This is a post for my friend, for my (fucked-up) father, and to those out there who are about to do fucked up things that make people's life miserable
This is a post where i flame my father in blog for the first time.
Recently, my dear became a listener to this problem and we both realized that my father no longer has the ability for reasoning, logic and communication. He cannot understand what is wrong and right, he can no longer identify which is priority and which is the actual problem. The fact is: HE IS THE PROBLEM OF ALL THINGS AROUND ME, MY MOM AND THE EMPLOYEES IN THE OFFICE. He just won't understand that fact.
i gave up hope on my father few years earlier because he never correct his attitude problem. In fact, it got even worse over the years. Whatever he said or scold at me, i just pretend that htere is a dog braking in the house. I just ignore and resume to what i'm doing. He no longer annoys me anymore. I told that to my mom.

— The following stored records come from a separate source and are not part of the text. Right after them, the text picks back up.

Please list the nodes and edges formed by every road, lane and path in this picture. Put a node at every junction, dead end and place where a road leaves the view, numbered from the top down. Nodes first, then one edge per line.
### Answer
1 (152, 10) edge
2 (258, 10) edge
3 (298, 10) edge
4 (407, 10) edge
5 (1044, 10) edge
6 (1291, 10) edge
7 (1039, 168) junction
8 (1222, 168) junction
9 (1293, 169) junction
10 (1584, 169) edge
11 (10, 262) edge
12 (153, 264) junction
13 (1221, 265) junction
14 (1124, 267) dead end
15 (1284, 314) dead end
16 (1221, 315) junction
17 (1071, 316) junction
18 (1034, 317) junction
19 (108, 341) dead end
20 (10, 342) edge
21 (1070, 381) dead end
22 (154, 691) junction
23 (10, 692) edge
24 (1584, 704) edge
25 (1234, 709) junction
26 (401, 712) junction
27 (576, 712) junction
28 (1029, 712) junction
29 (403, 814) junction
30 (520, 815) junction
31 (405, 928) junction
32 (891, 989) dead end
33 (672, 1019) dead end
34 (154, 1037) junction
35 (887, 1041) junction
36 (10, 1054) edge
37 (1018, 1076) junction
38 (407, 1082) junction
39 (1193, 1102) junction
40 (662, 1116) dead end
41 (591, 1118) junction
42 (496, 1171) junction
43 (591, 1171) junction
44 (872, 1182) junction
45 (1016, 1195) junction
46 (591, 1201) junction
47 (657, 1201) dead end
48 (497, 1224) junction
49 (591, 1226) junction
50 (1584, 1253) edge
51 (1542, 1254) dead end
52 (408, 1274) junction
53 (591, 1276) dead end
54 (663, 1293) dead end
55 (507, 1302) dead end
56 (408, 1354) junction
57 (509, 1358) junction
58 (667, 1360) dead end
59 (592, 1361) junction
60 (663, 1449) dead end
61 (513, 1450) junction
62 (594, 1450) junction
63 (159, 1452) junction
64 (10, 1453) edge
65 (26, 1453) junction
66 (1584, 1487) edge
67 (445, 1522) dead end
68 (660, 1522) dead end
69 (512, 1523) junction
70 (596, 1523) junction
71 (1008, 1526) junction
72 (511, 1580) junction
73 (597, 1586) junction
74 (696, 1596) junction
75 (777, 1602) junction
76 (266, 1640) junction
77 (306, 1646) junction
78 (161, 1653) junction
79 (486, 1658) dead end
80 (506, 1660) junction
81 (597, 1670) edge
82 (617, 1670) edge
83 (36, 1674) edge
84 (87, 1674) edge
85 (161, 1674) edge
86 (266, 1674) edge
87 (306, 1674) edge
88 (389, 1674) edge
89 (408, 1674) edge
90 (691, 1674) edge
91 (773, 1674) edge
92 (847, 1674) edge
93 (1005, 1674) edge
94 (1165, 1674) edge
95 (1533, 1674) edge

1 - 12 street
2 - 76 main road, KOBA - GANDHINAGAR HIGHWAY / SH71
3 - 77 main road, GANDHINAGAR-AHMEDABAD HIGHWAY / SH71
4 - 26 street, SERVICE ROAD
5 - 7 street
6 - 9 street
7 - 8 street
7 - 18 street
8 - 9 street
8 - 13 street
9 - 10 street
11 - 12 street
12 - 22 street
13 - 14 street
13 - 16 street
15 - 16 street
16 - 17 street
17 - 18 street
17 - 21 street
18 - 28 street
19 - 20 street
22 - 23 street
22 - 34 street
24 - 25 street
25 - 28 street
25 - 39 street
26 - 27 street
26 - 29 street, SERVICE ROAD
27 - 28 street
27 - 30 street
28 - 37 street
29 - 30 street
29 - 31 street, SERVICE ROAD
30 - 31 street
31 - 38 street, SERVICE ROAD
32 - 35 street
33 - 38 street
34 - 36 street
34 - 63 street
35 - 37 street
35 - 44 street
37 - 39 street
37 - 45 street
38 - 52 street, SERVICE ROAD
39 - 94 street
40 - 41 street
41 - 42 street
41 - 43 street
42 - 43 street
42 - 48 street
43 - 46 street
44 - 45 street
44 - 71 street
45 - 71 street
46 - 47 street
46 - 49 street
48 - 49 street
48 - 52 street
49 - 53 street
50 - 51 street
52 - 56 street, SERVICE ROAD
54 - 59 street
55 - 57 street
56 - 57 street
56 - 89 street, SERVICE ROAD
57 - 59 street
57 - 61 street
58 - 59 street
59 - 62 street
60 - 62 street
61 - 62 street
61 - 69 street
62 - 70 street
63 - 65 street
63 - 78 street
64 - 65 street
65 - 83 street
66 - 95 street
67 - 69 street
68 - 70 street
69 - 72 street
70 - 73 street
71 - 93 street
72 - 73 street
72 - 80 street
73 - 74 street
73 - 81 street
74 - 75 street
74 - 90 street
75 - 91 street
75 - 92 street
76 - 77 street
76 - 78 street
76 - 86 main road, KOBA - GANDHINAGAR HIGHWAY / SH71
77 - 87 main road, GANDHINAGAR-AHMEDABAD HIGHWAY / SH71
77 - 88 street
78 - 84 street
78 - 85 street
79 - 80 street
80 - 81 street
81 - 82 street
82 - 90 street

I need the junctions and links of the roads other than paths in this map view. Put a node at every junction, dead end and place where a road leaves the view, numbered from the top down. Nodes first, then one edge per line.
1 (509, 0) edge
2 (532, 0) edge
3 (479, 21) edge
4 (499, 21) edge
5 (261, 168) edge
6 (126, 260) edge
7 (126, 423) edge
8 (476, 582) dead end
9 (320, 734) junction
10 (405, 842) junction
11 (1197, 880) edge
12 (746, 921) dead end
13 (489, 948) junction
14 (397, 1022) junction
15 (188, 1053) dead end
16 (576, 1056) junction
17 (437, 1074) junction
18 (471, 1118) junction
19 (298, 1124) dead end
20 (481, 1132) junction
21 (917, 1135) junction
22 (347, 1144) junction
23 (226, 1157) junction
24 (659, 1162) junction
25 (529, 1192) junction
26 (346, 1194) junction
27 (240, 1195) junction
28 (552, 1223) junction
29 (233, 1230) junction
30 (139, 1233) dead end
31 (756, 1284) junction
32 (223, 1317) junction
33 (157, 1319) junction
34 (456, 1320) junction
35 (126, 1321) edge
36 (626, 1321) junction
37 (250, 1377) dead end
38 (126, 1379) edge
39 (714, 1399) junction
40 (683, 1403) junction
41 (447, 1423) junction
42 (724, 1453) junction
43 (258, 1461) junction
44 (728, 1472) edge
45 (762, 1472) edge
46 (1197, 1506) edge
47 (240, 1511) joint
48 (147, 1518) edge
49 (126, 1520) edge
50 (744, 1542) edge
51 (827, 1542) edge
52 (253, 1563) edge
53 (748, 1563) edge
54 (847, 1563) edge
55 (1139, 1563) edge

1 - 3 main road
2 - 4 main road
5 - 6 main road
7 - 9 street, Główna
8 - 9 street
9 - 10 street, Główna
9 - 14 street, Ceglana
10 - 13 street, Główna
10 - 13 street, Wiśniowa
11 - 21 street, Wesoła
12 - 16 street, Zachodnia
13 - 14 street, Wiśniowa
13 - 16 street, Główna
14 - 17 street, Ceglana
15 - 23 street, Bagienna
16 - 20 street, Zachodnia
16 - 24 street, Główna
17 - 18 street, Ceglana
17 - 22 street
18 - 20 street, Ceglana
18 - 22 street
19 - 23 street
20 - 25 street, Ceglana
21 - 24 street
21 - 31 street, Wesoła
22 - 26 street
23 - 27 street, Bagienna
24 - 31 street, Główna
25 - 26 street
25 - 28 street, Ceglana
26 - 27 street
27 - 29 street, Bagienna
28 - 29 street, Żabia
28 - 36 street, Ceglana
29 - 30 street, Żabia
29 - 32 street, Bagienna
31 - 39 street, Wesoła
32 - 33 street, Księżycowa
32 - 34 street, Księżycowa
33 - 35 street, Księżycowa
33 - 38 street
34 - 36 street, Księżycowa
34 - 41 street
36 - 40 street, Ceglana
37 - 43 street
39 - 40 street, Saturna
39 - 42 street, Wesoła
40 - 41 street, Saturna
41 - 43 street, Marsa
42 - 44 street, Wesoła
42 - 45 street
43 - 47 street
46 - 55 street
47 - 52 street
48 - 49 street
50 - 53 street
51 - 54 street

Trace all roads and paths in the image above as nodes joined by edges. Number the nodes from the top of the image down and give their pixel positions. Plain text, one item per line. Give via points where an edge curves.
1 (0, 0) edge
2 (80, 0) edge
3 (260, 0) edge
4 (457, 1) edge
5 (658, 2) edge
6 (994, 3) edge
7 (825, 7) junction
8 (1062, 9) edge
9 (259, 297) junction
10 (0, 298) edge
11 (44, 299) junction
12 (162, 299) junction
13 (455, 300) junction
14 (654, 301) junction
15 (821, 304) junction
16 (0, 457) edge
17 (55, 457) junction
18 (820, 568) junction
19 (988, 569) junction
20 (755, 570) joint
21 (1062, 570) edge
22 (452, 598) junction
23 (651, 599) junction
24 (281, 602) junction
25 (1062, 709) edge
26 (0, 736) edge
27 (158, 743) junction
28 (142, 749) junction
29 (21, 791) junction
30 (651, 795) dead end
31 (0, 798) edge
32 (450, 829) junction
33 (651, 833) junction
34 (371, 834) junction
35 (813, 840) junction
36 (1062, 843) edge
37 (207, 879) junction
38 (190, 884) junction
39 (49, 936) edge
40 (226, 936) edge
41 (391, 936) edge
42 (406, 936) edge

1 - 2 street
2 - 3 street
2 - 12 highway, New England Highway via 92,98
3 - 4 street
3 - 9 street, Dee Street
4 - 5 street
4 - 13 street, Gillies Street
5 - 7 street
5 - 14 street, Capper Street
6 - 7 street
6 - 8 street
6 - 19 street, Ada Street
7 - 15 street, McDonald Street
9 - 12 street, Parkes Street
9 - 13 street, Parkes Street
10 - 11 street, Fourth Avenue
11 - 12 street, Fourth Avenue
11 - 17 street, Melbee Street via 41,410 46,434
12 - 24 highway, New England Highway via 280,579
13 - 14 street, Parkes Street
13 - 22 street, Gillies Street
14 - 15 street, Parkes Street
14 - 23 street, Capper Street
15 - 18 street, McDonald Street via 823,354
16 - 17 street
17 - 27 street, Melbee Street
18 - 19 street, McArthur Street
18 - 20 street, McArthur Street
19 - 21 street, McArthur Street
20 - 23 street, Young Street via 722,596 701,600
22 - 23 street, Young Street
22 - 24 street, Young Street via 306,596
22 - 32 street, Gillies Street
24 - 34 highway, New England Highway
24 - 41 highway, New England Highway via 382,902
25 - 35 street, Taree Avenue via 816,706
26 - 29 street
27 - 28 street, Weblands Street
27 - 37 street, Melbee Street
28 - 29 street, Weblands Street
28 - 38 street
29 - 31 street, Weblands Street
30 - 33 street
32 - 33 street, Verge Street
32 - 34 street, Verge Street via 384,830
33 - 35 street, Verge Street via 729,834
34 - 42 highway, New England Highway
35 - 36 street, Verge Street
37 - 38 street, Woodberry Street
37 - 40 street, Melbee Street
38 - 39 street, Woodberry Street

The flaming process happens every two months and now, my mom has had it enough. She too finally gave up on my father. She will quit immediately once i graduate and we will abandone my father. I am very eager to abandone him, really. He is such an ass. The ass of all asses.
To list what are the problems in him and what are the fault in him, i won't because there is just too many. There too many in fact that he became the problem and burden for everybody who tries to work with him or even try to talk to him.
Somehow i do wish he would meet in an accident;
and went to coma;
then he'll wake up;
and all his memories erased.
From there, he can start a new life;
and learn how to be a better person;
because this is the only way while all other solutions already tried;
and failed.
My mom had no choice. She once told me that she regretted married to my ass-ful father but she couldn't call for divorce (it's not legal after all). Not because it is not a legal one, but because she don't such incident to affect me and bro's life. For the sake of her children (me and my bro), she had to cling on to this ass-ful marriage. SHE GOT NO CHOICE.
To this friend of mine, he had NOTHING to keep this ass-ful relationship going. There is no reason to cling on to this relationship unlike my mom. So why must he so stupid. Yes, love is blind. But when that thing slaps you in the face hard and many, you wake up and realized what had happen. YOU ARE NO LONGER BLIND!
So since he cling on to that ass-ful relationship, let's call him an ass too. (try to make the ass' sound, i mean the male donkey.)